For a home loan, an individual’s ability to get a loan is limited by his income and credit score. But when he pairs with another individual such as a parent, child, spouse or sibling, together they can together raise a higher loan limit.
Who can co-borrow
Husbands and wives are the most commonly seen combination for co-borrowing. Fathers and sons can co-borrow but in case of a loan taken between a father with more than one son, the father will have to be the owner of the property. Between a father and unmarried daughter, the daughter needs to be the owner to avoid post-marriage disputes. Between a father, son and daughter, the daughter may have to relinquish her claim on the property.
Brothers can jointly apply if they are living together and intend to continue living together. But brothers and sisters, or sister and sister, cannot be co-applicants—nor can a minor be a co-applicant. Also, parents can’t co-apply with a married daughter. If the co-borrowers are parent and child, the banks usually do not allow a tenure overlapping the post-retirement phase of the parent.
How does it help
Co-borrowing helps increase your loan eligibility. Suppose your income allows you to take a loan of R70 lakh, but your loan requirement is R1 crore. Here, a co-borrower could stretch his eligibility to take a bigger loan. In a co-borrowed loan, the repayment capabilities of all applicants are considered collectively to determine the maximum loan eligibility. If one applicant is falling short of the eligibility, a co-borrower could improve their chances of getting the loan. Similarly, if a person has a credit score lower than the bank’s requirements, a co-borrower could improve their chances of getting a loan.
When a home loan is co-borrowed, each borrower is eligible for tax benefits under Section 24 for payment of the interest and for payment of the principal under Section 80(C). The tax benefit is allowed in the proportion as per mentioned share of each applicant in the loan agreement, provided the co-borrowers are also the co-owners of the property. The tax benefits are allowed only once the possession of the property has been passed on to the buyer.

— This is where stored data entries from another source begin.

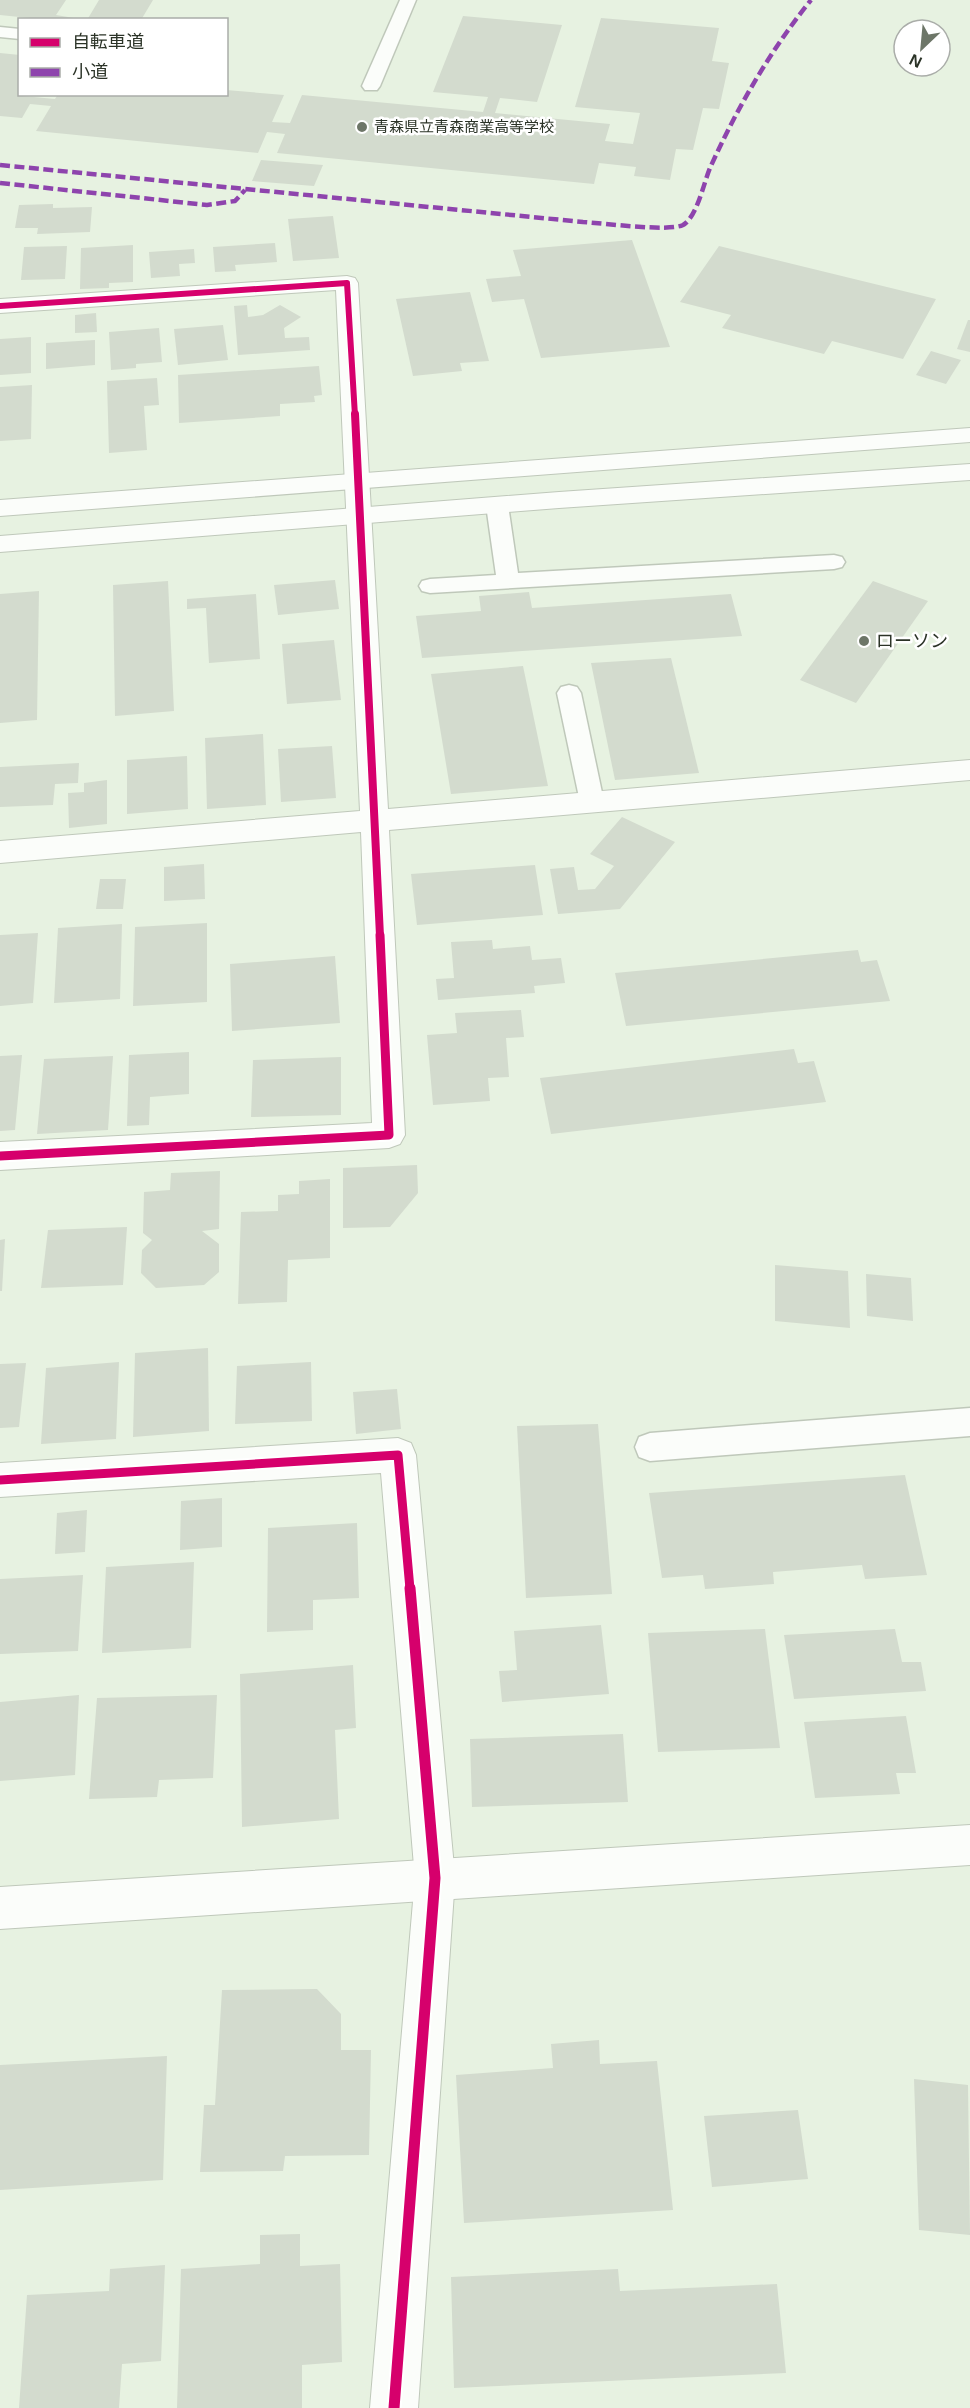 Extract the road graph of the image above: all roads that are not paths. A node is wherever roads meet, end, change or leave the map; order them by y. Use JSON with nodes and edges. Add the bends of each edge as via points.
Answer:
{"nodes":[{"id":1,"x":408,"y":0,"type":"edge"},
{"id":2,"x":0,"y":32,"type":"edge"},
{"id":3,"x":18,"y":34,"type":"dead end"},
{"id":4,"x":371,"y":86,"type":"dead end"},
{"id":5,"x":0,"y":306,"type":"edge"},
{"id":6,"x":970,"y":435,"type":"edge"},
{"id":7,"x":970,"y":471,"type":"edge"},
{"id":8,"x":357,"y":480,"type":"junction"},
{"id":9,"x":497,"y":505,"type":"junction"},
{"id":10,"x":0,"y":508,"type":"edge"},
{"id":11,"x":359,"y":517,"type":"junction"},
{"id":12,"x":0,"y":544,"type":"edge"},
{"id":13,"x":834,"y":562,"type":"dead end"},
{"id":14,"x":508,"y":581,"type":"junction"},
{"id":15,"x":430,"y":586,"type":"dead end"},
{"id":16,"x":569,"y":693,"type":"dead end"},
{"id":17,"x":970,"y":770,"type":"edge"},
{"id":18,"x":592,"y":802,"type":"junction"},
{"id":19,"x":373,"y":820,"type":"junction"},
{"id":20,"x":0,"y":852,"type":"edge"},
{"id":21,"x":0,"y":1156,"type":"edge"},
{"id":22,"x":970,"y":1422,"type":"edge"},
{"id":23,"x":650,"y":1447,"type":"dead end"},
{"id":24,"x":0,"y":1480,"type":"edge"},
{"id":25,"x":970,"y":1845,"type":"edge"},
{"id":26,"x":435,"y":1878,"type":"junction"},
{"id":27,"x":0,"y":1908,"type":"edge"},
{"id":28,"x":394,"y":2408,"type":"edge"}],
"edges":[{"from":1,"to":4,"type":"lane"},
{"from":2,"to":3,"type":"lane"},
{"from":5,"to":8,"type":"street","via":[[347,283]]},
{"from":6,"to":8,"type":"street"},
{"from":7,"to":9,"type":"street"},
{"from":8,"to":10,"type":"street"},
{"from":8,"to":11,"type":"street"},
{"from":9,"to":11,"type":"street"},
{"from":9,"to":14,"type":"lane"},
{"from":11,"to":12,"type":"street"},
{"from":11,"to":19,"type":"street"},
{"from":13,"to":14,"type":"lane"},
{"from":14,"to":15,"type":"lane"},
{"from":16,"to":18,"type":"lane"},
{"from":17,"to":18,"type":"street"},
{"from":18,"to":19,"type":"street"},
{"from":19,"to":20,"type":"street"},
{"from":19,"to":21,"type":"street","via":[[389,1135]]},
{"from":22,"to":23,"type":"lane"},
{"from":24,"to":26,"type":"street","via":[[398,1455]]},
{"from":25,"to":26,"type":"street"},
{"from":26,"to":27,"type":"street"},
{"from":26,"to":28,"type":"street"}]}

Be aware of the terms and conditions of joint borrowing before you sign a loan agreement. In a situation where a co-borrower is not able to repay his or her share of the equated monthly instalments (EMIs), the lender may reserve the right to recover the money from the co-borrower. The co-borrower also acts as a guarantor, therefore a default by one borrower could damage the creditworthiness of the other. Another problem that may crop up is when there’s a dispute among the co-borrowers, especially in the absence of a will and if there are too many legal heirs with claim on a property.